INPUT DATA below:

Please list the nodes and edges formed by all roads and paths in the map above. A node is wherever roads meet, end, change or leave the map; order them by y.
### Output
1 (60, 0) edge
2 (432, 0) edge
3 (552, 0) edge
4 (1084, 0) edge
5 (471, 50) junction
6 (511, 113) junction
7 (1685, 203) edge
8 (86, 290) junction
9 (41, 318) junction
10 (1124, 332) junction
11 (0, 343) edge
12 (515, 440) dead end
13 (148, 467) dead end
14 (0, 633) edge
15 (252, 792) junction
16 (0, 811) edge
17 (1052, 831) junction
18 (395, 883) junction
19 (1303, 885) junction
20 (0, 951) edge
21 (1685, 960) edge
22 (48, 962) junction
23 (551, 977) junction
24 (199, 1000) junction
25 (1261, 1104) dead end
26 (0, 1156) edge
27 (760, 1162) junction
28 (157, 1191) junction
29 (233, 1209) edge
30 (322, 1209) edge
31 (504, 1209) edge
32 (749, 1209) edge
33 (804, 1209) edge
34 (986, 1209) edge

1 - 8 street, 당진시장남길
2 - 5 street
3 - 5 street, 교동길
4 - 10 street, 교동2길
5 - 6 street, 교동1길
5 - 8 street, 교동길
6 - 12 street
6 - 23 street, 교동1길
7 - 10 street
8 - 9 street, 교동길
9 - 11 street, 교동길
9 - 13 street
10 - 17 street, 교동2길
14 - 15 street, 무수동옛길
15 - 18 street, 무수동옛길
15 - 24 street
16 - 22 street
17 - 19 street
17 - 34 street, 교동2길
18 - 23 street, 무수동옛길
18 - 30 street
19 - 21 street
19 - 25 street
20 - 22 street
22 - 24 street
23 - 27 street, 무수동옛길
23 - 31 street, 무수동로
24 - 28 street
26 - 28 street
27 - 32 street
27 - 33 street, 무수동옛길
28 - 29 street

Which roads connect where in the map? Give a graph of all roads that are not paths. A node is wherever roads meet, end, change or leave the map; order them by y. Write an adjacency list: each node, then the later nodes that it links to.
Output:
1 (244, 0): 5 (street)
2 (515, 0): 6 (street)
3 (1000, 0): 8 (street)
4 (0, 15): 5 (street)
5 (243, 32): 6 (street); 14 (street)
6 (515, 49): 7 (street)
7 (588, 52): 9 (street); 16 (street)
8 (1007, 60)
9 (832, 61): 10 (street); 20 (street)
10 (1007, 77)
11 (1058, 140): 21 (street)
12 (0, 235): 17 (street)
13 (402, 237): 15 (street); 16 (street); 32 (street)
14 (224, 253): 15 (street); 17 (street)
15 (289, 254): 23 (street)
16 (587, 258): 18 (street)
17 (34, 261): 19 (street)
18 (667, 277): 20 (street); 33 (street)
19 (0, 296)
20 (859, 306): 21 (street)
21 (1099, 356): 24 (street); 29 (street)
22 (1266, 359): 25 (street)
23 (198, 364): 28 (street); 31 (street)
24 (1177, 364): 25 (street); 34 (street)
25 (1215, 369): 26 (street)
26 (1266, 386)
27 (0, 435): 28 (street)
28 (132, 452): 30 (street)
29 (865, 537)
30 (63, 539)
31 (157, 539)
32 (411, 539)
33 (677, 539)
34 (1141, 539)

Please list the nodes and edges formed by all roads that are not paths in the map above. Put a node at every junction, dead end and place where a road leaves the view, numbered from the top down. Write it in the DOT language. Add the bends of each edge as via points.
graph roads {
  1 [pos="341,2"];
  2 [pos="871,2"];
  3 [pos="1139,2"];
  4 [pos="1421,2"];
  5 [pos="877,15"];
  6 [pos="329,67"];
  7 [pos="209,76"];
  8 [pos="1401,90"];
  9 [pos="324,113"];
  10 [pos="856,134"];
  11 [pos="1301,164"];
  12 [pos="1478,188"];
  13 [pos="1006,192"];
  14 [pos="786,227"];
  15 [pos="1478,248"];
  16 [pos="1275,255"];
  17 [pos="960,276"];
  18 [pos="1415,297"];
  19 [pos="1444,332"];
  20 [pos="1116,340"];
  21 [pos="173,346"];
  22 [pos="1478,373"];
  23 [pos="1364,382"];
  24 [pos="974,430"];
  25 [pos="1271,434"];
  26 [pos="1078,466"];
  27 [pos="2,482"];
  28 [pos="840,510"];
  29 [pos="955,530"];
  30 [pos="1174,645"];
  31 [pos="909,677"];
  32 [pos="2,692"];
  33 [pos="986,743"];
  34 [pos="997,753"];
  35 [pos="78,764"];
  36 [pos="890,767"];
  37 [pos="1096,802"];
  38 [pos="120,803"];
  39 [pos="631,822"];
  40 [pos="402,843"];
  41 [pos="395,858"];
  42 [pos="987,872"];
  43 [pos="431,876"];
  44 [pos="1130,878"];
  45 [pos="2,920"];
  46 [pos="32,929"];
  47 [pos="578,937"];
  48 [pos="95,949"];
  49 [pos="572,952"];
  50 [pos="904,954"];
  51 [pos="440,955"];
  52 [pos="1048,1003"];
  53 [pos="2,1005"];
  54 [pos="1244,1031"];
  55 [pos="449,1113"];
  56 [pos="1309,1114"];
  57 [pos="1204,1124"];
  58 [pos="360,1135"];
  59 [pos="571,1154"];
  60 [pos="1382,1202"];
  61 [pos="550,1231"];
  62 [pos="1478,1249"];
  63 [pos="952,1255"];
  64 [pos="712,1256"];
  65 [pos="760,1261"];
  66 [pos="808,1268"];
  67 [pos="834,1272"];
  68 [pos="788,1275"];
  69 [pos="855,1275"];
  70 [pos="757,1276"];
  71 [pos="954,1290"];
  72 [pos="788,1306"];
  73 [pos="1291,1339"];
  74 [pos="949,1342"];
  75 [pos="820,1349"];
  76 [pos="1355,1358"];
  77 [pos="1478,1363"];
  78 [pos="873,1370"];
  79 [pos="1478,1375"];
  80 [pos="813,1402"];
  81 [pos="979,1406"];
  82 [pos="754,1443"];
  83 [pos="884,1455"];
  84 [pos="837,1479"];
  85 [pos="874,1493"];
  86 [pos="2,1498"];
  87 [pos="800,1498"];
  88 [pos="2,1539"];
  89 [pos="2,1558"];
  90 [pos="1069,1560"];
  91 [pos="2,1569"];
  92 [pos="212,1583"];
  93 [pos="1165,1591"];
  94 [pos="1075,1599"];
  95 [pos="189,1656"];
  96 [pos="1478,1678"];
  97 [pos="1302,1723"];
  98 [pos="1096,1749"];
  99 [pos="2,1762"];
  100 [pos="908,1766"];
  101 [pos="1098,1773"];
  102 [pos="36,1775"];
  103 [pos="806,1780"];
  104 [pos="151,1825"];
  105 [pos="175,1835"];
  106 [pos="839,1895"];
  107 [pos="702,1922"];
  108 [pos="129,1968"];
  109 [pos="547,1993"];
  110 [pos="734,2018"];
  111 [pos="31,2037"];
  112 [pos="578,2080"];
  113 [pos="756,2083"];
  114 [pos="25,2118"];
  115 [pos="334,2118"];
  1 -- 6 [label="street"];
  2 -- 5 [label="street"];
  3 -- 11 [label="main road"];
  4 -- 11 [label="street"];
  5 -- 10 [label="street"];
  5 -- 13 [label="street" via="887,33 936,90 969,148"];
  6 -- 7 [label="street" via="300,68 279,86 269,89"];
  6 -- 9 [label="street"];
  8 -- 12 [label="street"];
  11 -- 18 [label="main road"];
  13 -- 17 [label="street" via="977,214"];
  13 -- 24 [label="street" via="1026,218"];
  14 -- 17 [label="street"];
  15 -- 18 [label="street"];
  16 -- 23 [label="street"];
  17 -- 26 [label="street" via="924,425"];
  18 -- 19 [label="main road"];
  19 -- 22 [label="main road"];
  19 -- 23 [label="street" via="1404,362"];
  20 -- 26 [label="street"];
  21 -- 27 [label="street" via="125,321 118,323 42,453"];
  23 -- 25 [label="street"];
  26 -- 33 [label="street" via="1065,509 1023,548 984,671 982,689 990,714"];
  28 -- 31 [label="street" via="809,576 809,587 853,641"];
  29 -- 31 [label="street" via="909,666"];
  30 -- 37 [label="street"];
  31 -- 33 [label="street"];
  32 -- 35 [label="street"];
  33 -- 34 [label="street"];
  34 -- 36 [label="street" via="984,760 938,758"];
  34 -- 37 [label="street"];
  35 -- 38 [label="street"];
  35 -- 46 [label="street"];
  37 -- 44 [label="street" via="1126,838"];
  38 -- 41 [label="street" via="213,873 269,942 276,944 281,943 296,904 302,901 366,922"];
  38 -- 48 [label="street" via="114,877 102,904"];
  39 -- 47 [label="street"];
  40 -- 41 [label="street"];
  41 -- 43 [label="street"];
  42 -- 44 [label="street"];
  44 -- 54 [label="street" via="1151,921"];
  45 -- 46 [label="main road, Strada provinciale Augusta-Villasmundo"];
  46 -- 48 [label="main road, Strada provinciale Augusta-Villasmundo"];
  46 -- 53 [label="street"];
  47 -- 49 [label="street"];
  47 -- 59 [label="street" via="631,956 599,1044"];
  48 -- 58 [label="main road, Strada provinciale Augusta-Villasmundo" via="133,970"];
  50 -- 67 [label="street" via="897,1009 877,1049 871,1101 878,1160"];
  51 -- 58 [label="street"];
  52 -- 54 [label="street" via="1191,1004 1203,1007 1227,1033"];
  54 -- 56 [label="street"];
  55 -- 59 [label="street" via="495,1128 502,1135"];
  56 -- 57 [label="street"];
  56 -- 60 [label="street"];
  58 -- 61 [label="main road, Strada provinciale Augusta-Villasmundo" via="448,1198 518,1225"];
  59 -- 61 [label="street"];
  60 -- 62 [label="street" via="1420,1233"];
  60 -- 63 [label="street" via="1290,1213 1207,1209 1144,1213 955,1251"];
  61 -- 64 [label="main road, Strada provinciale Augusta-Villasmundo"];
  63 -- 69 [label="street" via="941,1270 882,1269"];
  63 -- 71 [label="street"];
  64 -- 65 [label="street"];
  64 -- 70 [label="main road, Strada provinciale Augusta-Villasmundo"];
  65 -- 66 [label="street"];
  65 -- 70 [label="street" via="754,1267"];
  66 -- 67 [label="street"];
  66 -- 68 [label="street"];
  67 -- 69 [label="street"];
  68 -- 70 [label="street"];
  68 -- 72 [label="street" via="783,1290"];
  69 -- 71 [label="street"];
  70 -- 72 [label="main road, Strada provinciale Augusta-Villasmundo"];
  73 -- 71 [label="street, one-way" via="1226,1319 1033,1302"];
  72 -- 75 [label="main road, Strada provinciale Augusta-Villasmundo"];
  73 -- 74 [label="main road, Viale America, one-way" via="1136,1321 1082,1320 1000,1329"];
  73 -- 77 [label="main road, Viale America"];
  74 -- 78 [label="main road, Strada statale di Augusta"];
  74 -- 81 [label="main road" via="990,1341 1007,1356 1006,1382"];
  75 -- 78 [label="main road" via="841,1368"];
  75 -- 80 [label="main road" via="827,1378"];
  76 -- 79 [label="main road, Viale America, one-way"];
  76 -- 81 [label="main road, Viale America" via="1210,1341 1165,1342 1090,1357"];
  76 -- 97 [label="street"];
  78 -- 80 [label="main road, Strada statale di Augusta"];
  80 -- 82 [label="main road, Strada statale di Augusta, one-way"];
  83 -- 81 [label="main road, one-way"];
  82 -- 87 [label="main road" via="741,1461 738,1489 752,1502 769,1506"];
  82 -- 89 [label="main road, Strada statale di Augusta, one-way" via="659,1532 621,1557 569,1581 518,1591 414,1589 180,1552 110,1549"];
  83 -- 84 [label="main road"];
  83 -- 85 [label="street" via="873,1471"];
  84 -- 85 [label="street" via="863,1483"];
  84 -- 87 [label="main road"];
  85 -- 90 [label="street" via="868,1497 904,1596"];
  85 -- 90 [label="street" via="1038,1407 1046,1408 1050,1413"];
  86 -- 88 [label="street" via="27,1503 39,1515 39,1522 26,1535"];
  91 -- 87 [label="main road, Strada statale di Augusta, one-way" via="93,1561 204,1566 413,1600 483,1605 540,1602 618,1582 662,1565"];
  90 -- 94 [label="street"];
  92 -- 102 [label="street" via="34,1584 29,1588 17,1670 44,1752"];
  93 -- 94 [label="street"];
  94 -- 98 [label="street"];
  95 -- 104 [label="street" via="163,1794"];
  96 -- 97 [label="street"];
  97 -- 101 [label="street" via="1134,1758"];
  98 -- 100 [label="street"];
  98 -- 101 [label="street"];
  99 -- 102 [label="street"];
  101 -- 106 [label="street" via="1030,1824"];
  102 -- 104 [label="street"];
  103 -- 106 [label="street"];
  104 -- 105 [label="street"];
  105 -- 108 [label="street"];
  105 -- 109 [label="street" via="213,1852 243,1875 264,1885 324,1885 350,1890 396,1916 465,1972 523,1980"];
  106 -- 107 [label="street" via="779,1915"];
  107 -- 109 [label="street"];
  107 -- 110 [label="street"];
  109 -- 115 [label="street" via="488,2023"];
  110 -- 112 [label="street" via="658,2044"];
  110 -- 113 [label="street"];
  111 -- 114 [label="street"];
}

End of INPUT DATA.

- TASK BRIEF
From the entries above, copy every line that holds the word "statale".

- EXERCISE OUTPUT
  74 -- 78 [label="main road, Strada statale di Augusta"];
  78 -- 80 [label="main road, Strada statale di Augusta"];
  80 -- 82 [label="main road, Strada statale di Augusta, one-way"];
  82 -- 89 [label="main road, Strada statale di Augusta, one-way" via="659,1532 621,1557 569,1581 518,1591 414,1589 180,1552 110,1549"];
  91 -- 87 [label="main road, Strada statale di Augusta, one-way" via="93,1561 204,1566 413,1600 483,1605 540,1602 618,1582 662,1565"];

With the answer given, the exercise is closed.